When I think about this, it also makes me think of the rhetoric about immigrants crossing the borders illegally (Minutemen!) or it makes me think of Pat Robertson calling for the assasination of the Venezuelan president who dared to criticize the US. It makes me think about government foreign policy, military interventions needed to open markets, the need to rein in "banana republics," the need for "full spectrum dominance" as the American Project for the 21st century. These are all the things that the Empire needs to do in order to protect the global order it has put in place. As the Empire goes around the world rearranging the periphery, the Center collapses (what happened in NO) as the resources are all spent on those far outposts of the Empire. I think what happened in New Orleans showed this vulnerability of collapse from within and the first victims of that collapse are the poor and people of color.

I think there are may be some in this listserve who will not agree with these connections I am making. Many actually do believe in the projects of the Empire and therefore support the current administration's policies and perspectives. To a certain extent this shows the global racial hegemony that has been achieved by the far right...this ability to convince so many of us, i.e. people of color, that the projects of the Empire also benefit us somehow.

Even though we like to believe that the colonial and imperial periods are over and Filipinos and Fil Ams today no longer have colonial mentality -- it is still very much an illusion. I think that we demonstrate our colonized mentalities when we unquestioningly go along with imperial projects.

Saturday, September 03, 2005

Someone from a listserve posted another religious spin on KAtrina: God is punishing New Orleans because it sponsors festivals like "Southern Decadence" -- which celebrates homosexuality. To which a Filipino gay male said: You moron, don't you know that God is gay? He created us in his im-Aids? Lame joke.

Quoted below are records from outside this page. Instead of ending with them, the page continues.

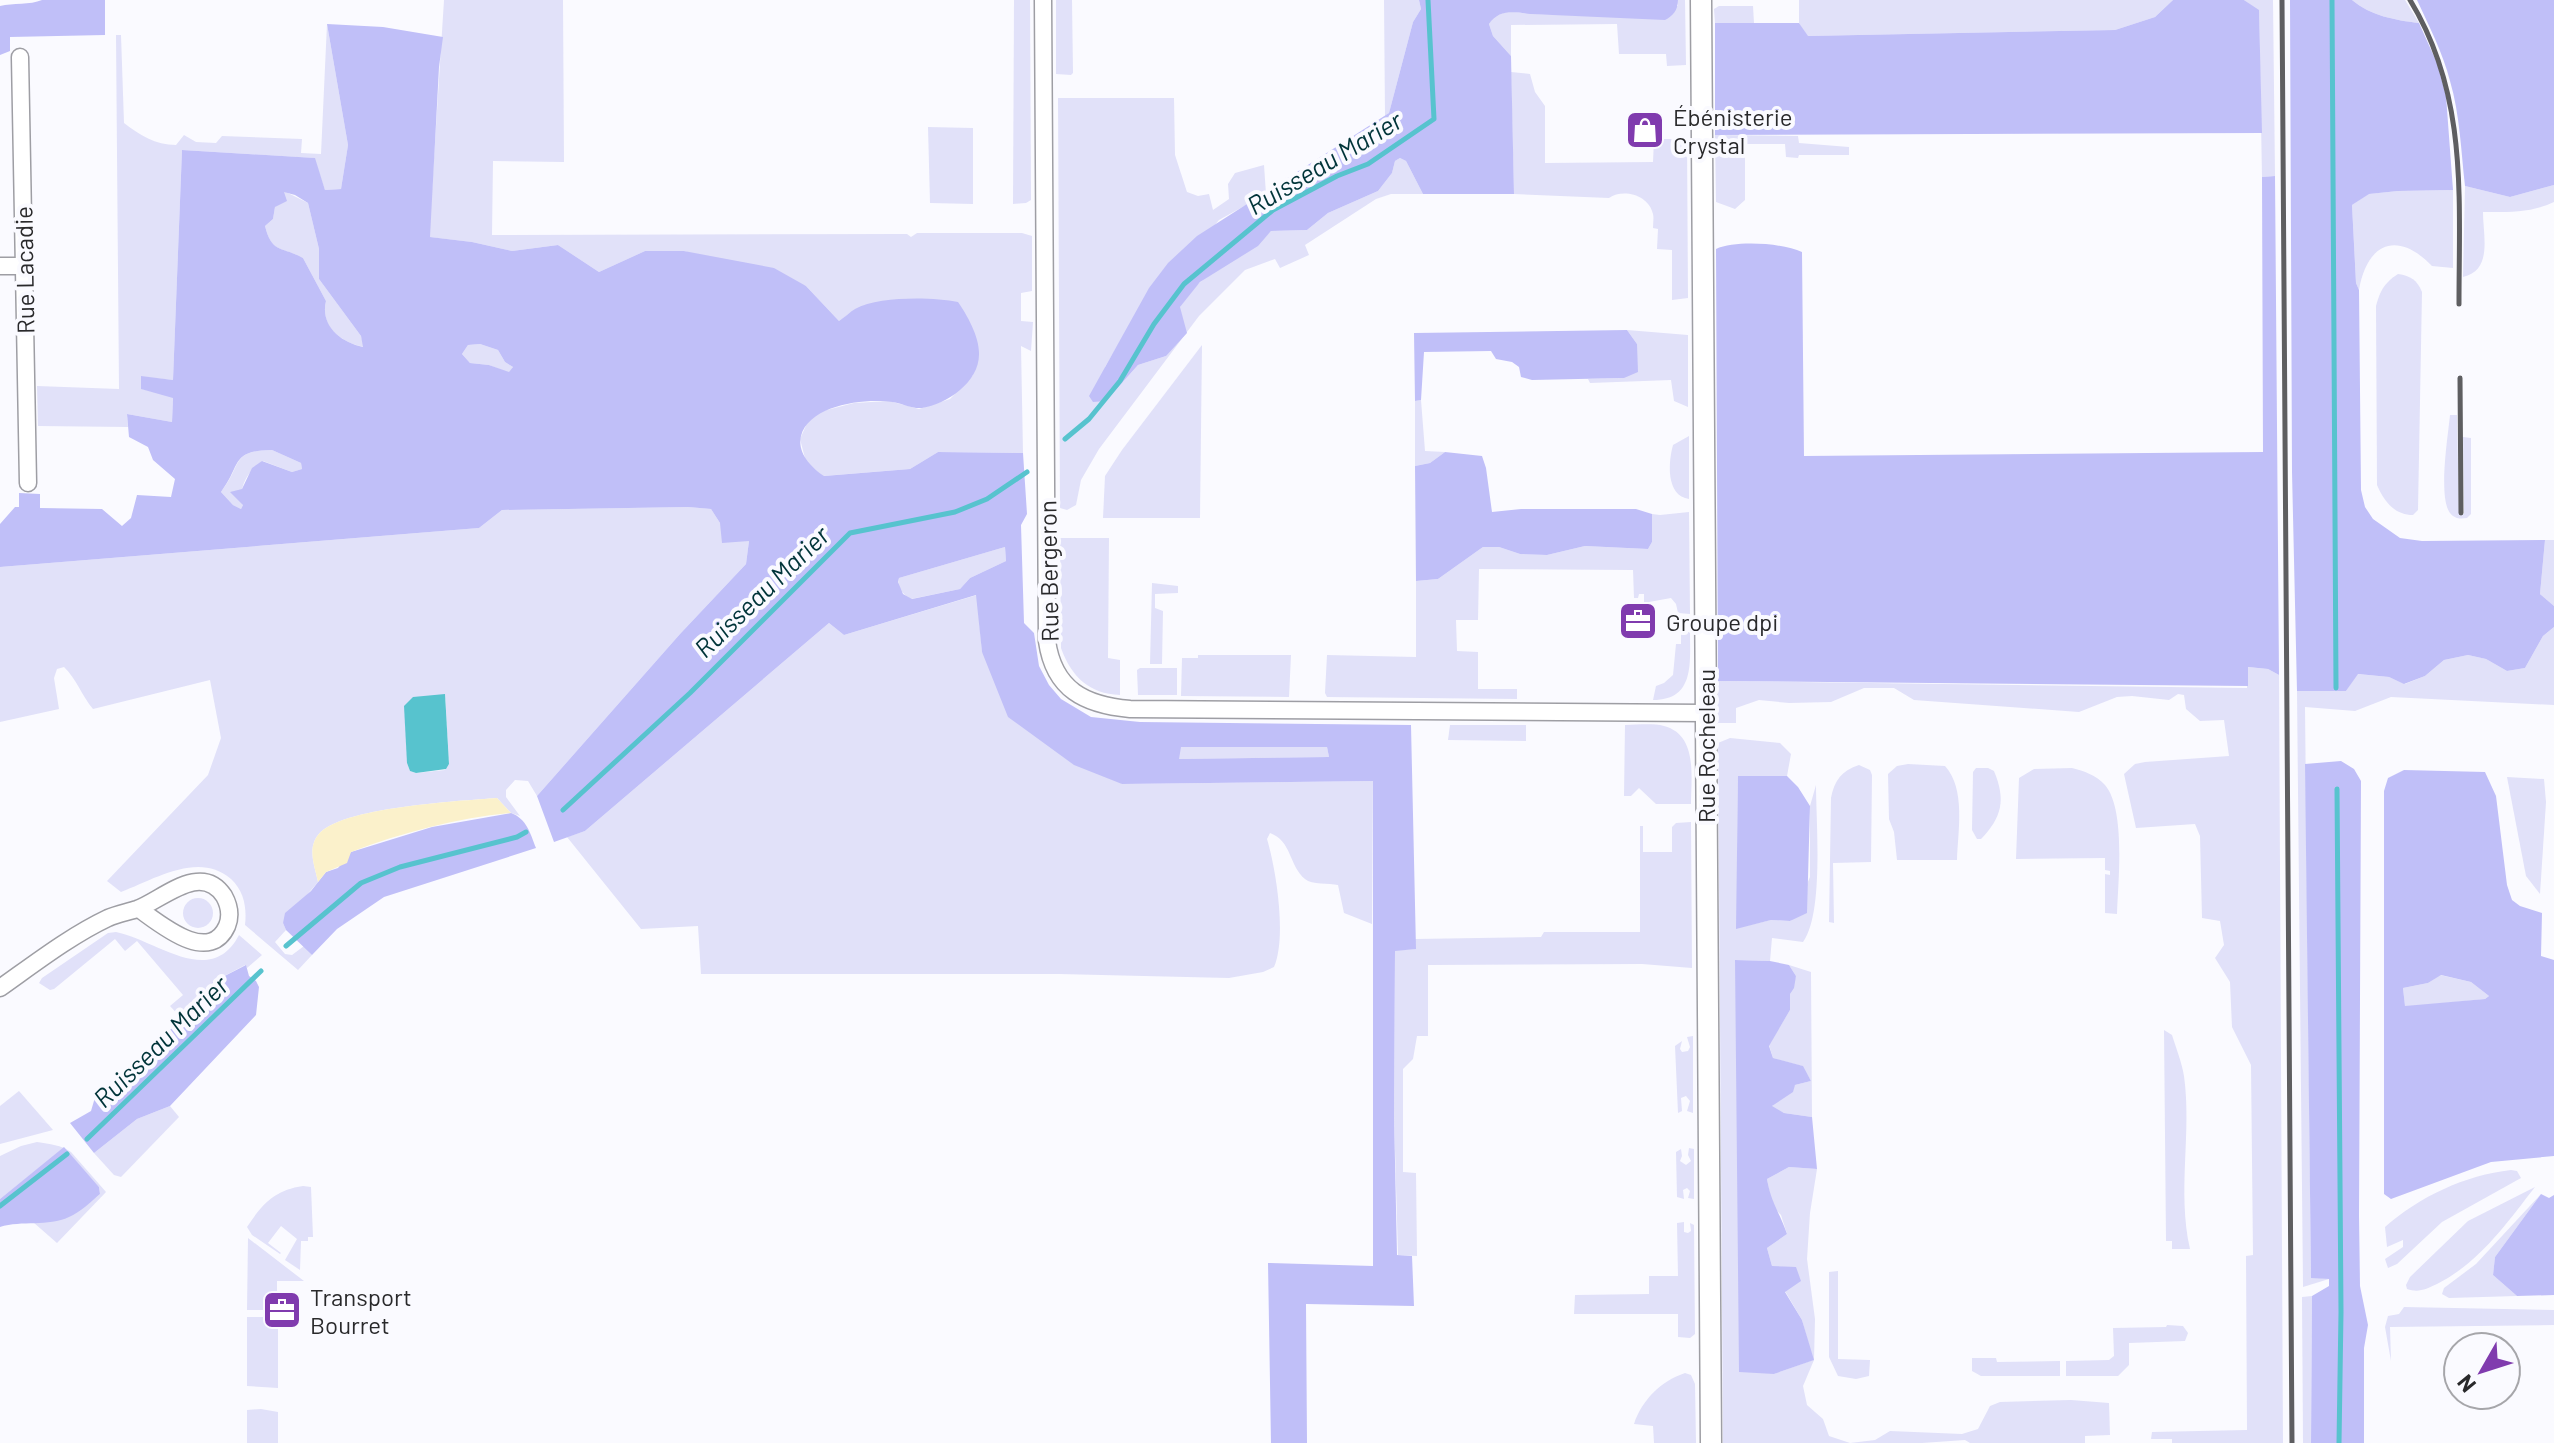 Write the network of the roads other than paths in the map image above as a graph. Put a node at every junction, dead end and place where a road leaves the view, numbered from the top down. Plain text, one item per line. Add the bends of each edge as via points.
1 (1043, 0) edge
2 (1701, 0) edge
3 (20, 57) dead end
4 (0, 266) edge
5 (23, 266) junction
6 (28, 483) dead end
7 (1705, 713) junction
8 (139, 909) junction
9 (0, 988) edge
10 (1711, 1443) edge

1 - 7 street, Rue Bergeron via 1047,641 1066,684 1085,699 1130,709
2 - 7 street, Rue Rocheleau
3 - 5 street, Rue Lacadie
4 - 5 street
5 - 6 street, Rue Lacadie
7 - 10 street, Rue Rocheleau
8 - 8 street via 196,942 219,935 230,917 220,891 200,882 177,887
8 - 9 street via 95,925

Another spin (from a Reuters report): God is punishing the US for what it did to Iraq.

Last night as I watched the news coverage about small towns in Mississippi coping with the disaster, I noted that the journalists weren't using the term "this people" as often as they used it when referring to the Blacks in New Orleans.

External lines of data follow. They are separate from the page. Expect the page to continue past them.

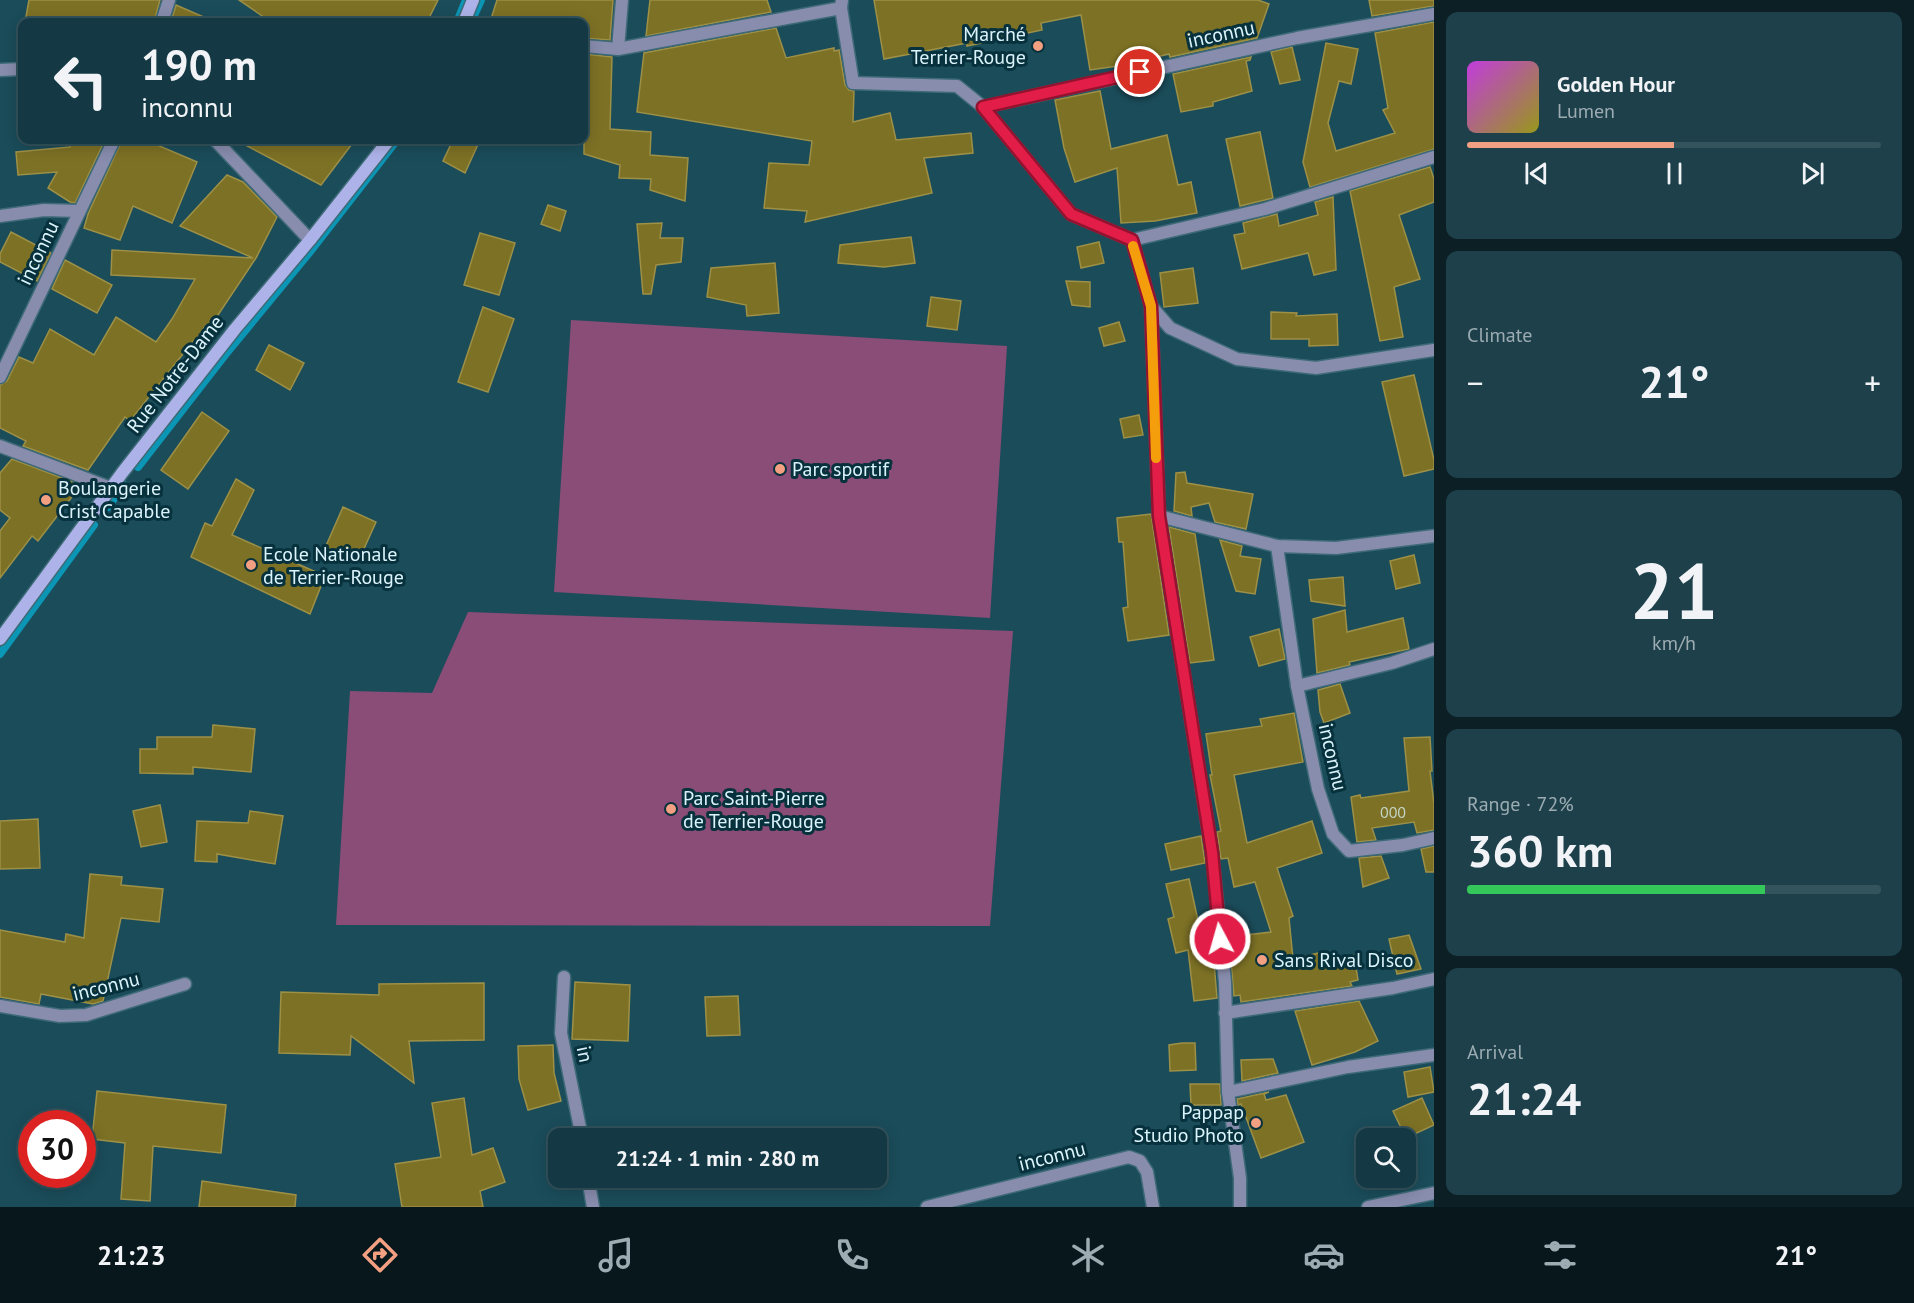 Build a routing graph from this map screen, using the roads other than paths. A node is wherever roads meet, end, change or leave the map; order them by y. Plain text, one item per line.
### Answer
1 (169, 0) edge
2 (473, 0) edge
3 (622, 0) edge
4 (841, 4) edge
5 (1434, 14) edge
6 (163, 18) edge
7 (468, 18) edge
8 (588, 46) edge
9 (618, 49) junction
10 (18, 69) edge
11 (0, 70) edge
12 (983, 107) junction
13 (112, 144) edge
14 (219, 144) edge
15 (386, 144) edge
16 (1434, 157) edge
17 (80, 211) junction
18 (0, 216) edge
19 (310, 240) junction
20 (1132, 240) junction
21 (1151, 306) junction
22 (1434, 350) edge
23 (0, 377) edge
24 (0, 446) edge
25 (111, 488) junction
26 (1159, 516) junction
27 (1434, 536) edge
28 (1277, 546) junction
29 (0, 639) edge
30 (1434, 649) edge
31 (1298, 686) junction
32 (1434, 838) edge
33 (564, 977) dead end
34 (1434, 979) edge
35 (185, 984) dead end
36 (0, 1006) edge
37 (1225, 1012) junction
38 (1434, 1055) edge
39 (1228, 1092) junction
40 (580, 1128) edge
41 (590, 1188) edge
42 (1434, 1193) edge
43 (593, 1207) edge
44 (927, 1207) edge
45 (1152, 1207) edge
46 (1240, 1207) edge
47 (1368, 1207) edge

1 - 6 street
2 - 7 street
3 - 9 street
4 - 9 street
4 - 12 street
5 - 12 street, inconnu
8 - 9 street
10 - 11 street
12 - 20 street
13 - 17 street, inconnu
14 - 19 street
15 - 19 street, Rue Notre-Dame
16 - 20 street
17 - 18 street, inconnu
17 - 23 street, inconnu
19 - 25 street, Rue Notre-Dame
20 - 21 street
21 - 22 street
21 - 26 street
24 - 25 street
25 - 29 street, Rue Notre-Dame
26 - 28 street
26 - 37 street
27 - 28 street
28 - 31 street, inconnu
30 - 31 street
31 - 32 street, inconnu
33 - 40 street, in
34 - 37 street
35 - 36 street, inconnu
37 - 39 street
38 - 39 street
39 - 46 street
41 - 43 street
42 - 47 street
44 - 45 street, inconnu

The world, including the victims of the Asian tsunami, is looking at the US and are finally seeing (and wondering) that the most "civilized" country in the world may not be civilized after all. We are exposed naked and shamed.

Friday, September 02, 2005

Why do journalists, government officials keep referring to the victims of Katrina as "these people??" If most of the victims were white and uppermiddle class will they be called "these people?" No. Most likely they will be called "our fellow Americans" or "brothers and sisters" and other endearing terms. But the unfolding disaster, chaos, all point to what the Rev. Cecil WIlliams said: "we are seeing what it means to be black and poor in this country."

And what does Franklin Graham say? He says "these people" and our country need God. We need to put God back into our classrooms!!

There -- i needed to get that off my chest. Read more here and here.

A Fil Am professor, Linda Pierce, was flooded out in Hattisburg but she was able to escape to Memphis and is temporarily staying with friends. Her friends are asking for monetary help for Linda as she has no access to her bank and belongings and she doesn't know when she can get back home.